__Problem to work on__
Quote all of the data exactly as given. Skip every picture it contains.

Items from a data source
------------------------------

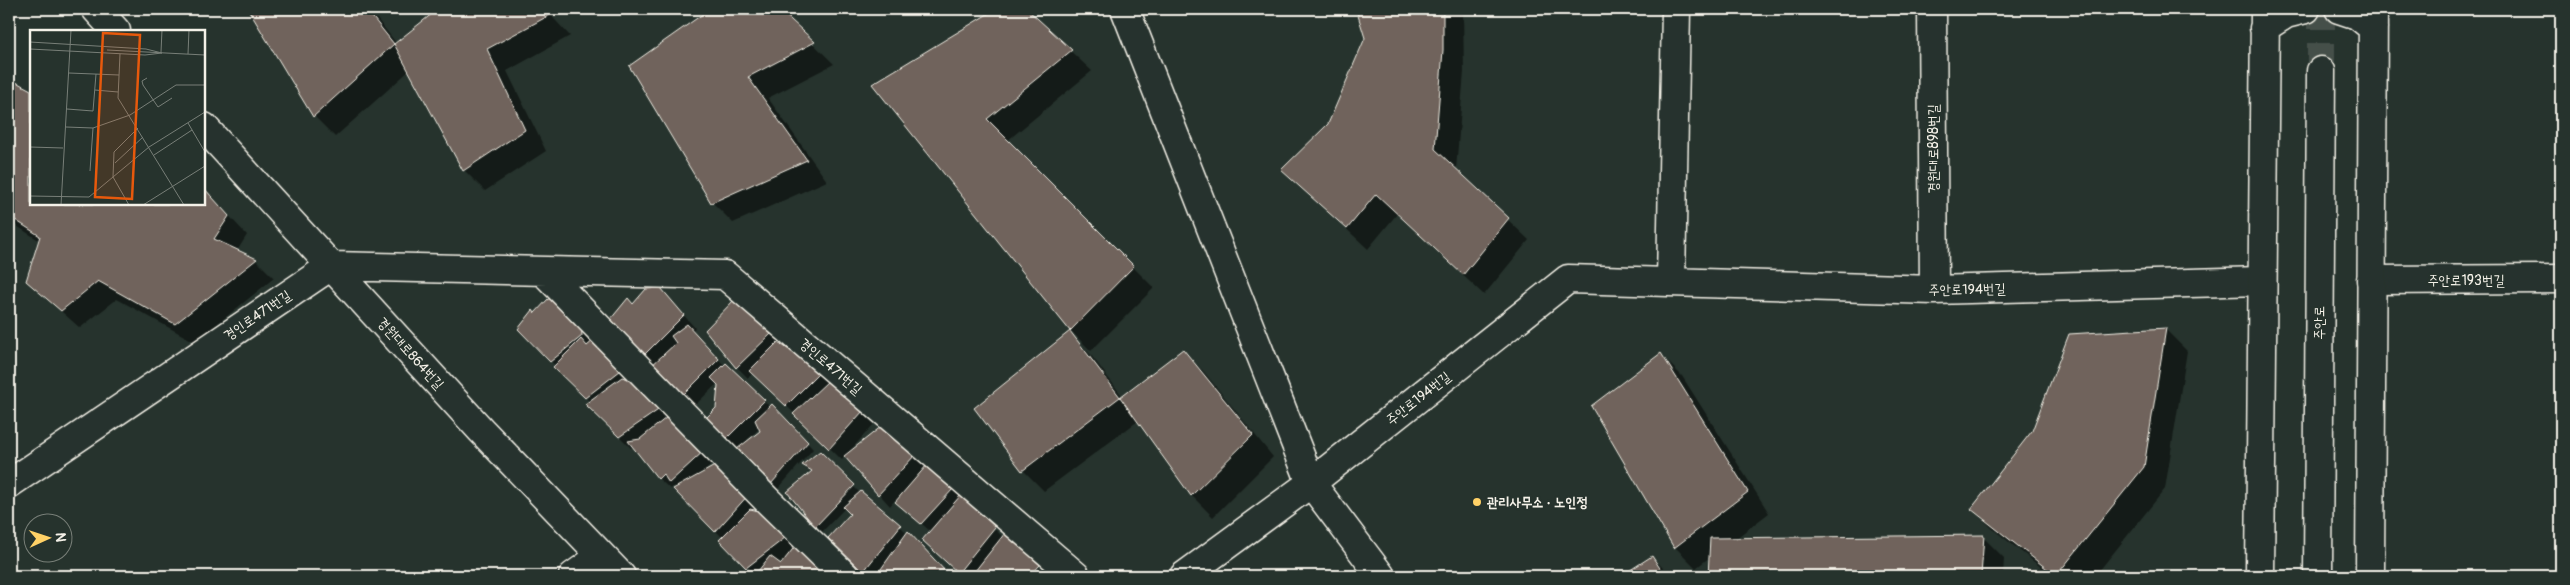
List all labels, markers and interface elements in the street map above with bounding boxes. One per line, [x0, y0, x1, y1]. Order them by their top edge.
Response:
inset map [30, 30, 205, 205]
street label: 경원대로898번길 [1925, 104, 1942, 193]
street label: 주안로193번길 [2428, 272, 2505, 289]
street label: 주안로194번길 [1928, 280, 2006, 299]
street label: 경인로471번길 [220, 286, 295, 344]
street label: 주안로 [2311, 306, 2328, 340]
street label: 경원대로864번길 [374, 314, 448, 393]
street label: 경인로471번길 [796, 335, 866, 399]
street label: 주안로194번길 [1383, 368, 1455, 429]
place label: 관리사무소 · 노인정 [1487, 494, 1588, 511]
marker: 관리사무소 · 노인정 [1471, 496, 1483, 508]
north arrow [22, 512, 72, 562]
text: N [52, 532, 69, 543]

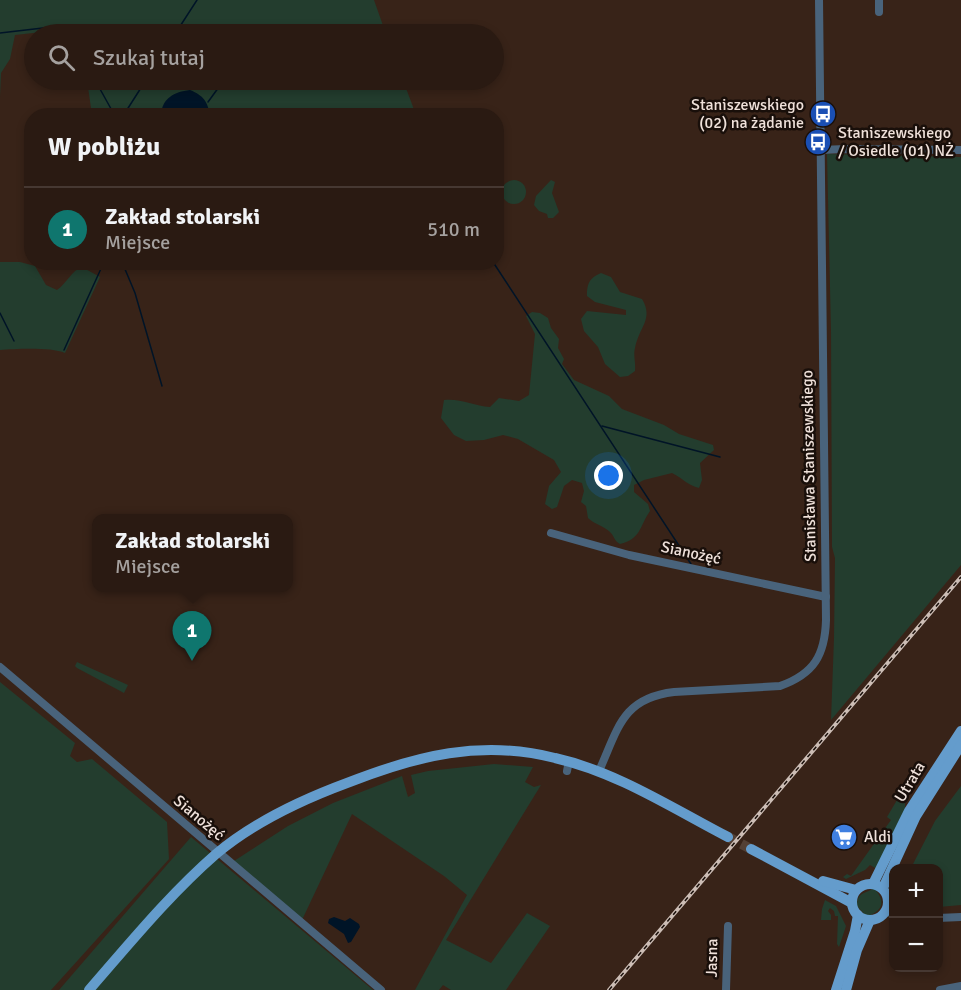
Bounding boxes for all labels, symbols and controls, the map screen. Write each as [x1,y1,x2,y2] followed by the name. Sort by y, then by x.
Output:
[24,24,504,90] search box
[45,41,78,74] icon: search
[93,44,205,71] text: Szukaj tutaj
[691,95,804,133] place label: Staniszewskiego (02) na żądanie
[808,99,838,129] bus stop icon: Staniszewskiego (02) na żądanie
[838,123,954,161] place label: Staniszewskiego / Osiedle (01) NŻ
[803,127,833,157] bus stop icon: Staniszewskiego / Osiedle (01) NŻ
[48,131,160,163] text: W pobliżu
[105,203,260,230] text: Zakład stolarski
[62,217,73,242] text: 1
[427,217,480,242] text: 510 m
[105,230,170,255] text: Miejsce
[797,370,821,562] street label: Stanisława Staniszewskiego
[594,461,623,490] your location
[92,514,293,592] popup
[115,527,270,554] text: Zakład stolarski
[659,537,723,569] street label: Sianożęć
[115,554,180,579] text: Miejsce
[172,612,212,661] pin: 1
[890,758,930,806] street label: Utrata
[169,791,229,845] street label: Sianożęć
[829,822,859,852] supermarket icon: Aldi
[864,827,891,847] place label: Aldi
[889,864,943,972] map controls
[889,864,943,918] button: +
[889,918,943,972] button: −
[702,938,722,978] street label: Jasna

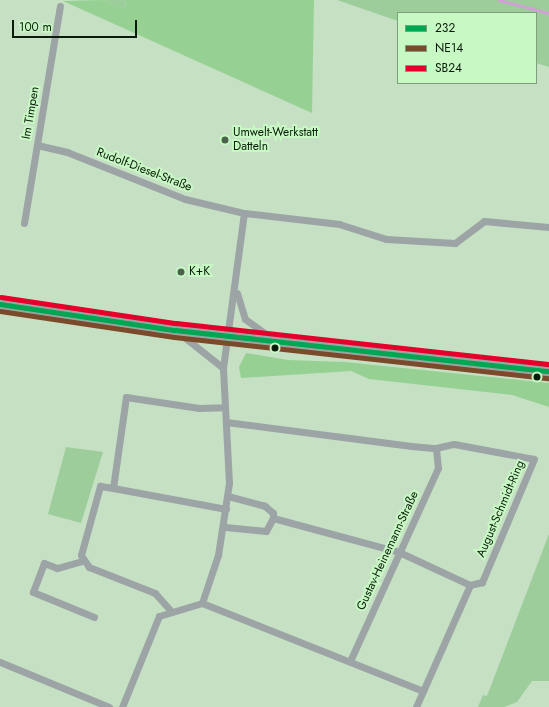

------------------------------

__Result__
List all labels, markers and interface elements in the street map above with bounding boxes. One per line, [x0, y0, x1, y1]. Order them by their top edge.
Response:
inset map [30, 30, 205, 205]
street label: 경원대로898번길 [1925, 104, 1942, 193]
street label: 주안로193번길 [2428, 272, 2505, 289]
street label: 주안로194번길 [1928, 280, 2006, 299]
street label: 경인로471번길 [220, 286, 295, 344]
street label: 주안로 [2311, 306, 2328, 340]
street label: 경원대로864번길 [374, 314, 448, 393]
street label: 경인로471번길 [796, 335, 866, 399]
street label: 주안로194번길 [1383, 368, 1455, 429]
place label: 관리사무소 · 노인정 [1487, 494, 1588, 511]
marker: 관리사무소 · 노인정 [1471, 496, 1483, 508]
north arrow [22, 512, 72, 562]
text: N [52, 532, 69, 543]

Bounding boxes for all labels, symbols and controls, the map screen. Write each as [x1,y1,x2,y2] followed by the name. Sort by y, then by x.
Output:
[24,24,504,90] search box
[45,41,78,74] icon: search
[93,44,205,71] text: Szukaj tutaj
[691,95,804,133] place label: Staniszewskiego (02) na żądanie
[808,99,838,129] bus stop icon: Staniszewskiego (02) na żądanie
[838,123,954,161] place label: Staniszewskiego / Osiedle (01) NŻ
[803,127,833,157] bus stop icon: Staniszewskiego / Osiedle (01) NŻ
[48,131,160,163] text: W pobliżu
[105,203,260,230] text: Zakład stolarski
[62,217,73,242] text: 1
[427,217,480,242] text: 510 m
[105,230,170,255] text: Miejsce
[797,370,821,562] street label: Stanisława Staniszewskiego
[594,461,623,490] your location
[92,514,293,592] popup
[115,527,270,554] text: Zakład stolarski
[659,537,723,569] street label: Sianożęć
[115,554,180,579] text: Miejsce
[172,612,212,661] pin: 1
[890,758,930,806] street label: Utrata
[169,791,229,845] street label: Sianożęć
[829,822,859,852] supermarket icon: Aldi
[864,827,891,847] place label: Aldi
[889,864,943,972] map controls
[889,864,943,918] button: +
[889,918,943,972] button: −
[702,938,722,978] street label: Jasna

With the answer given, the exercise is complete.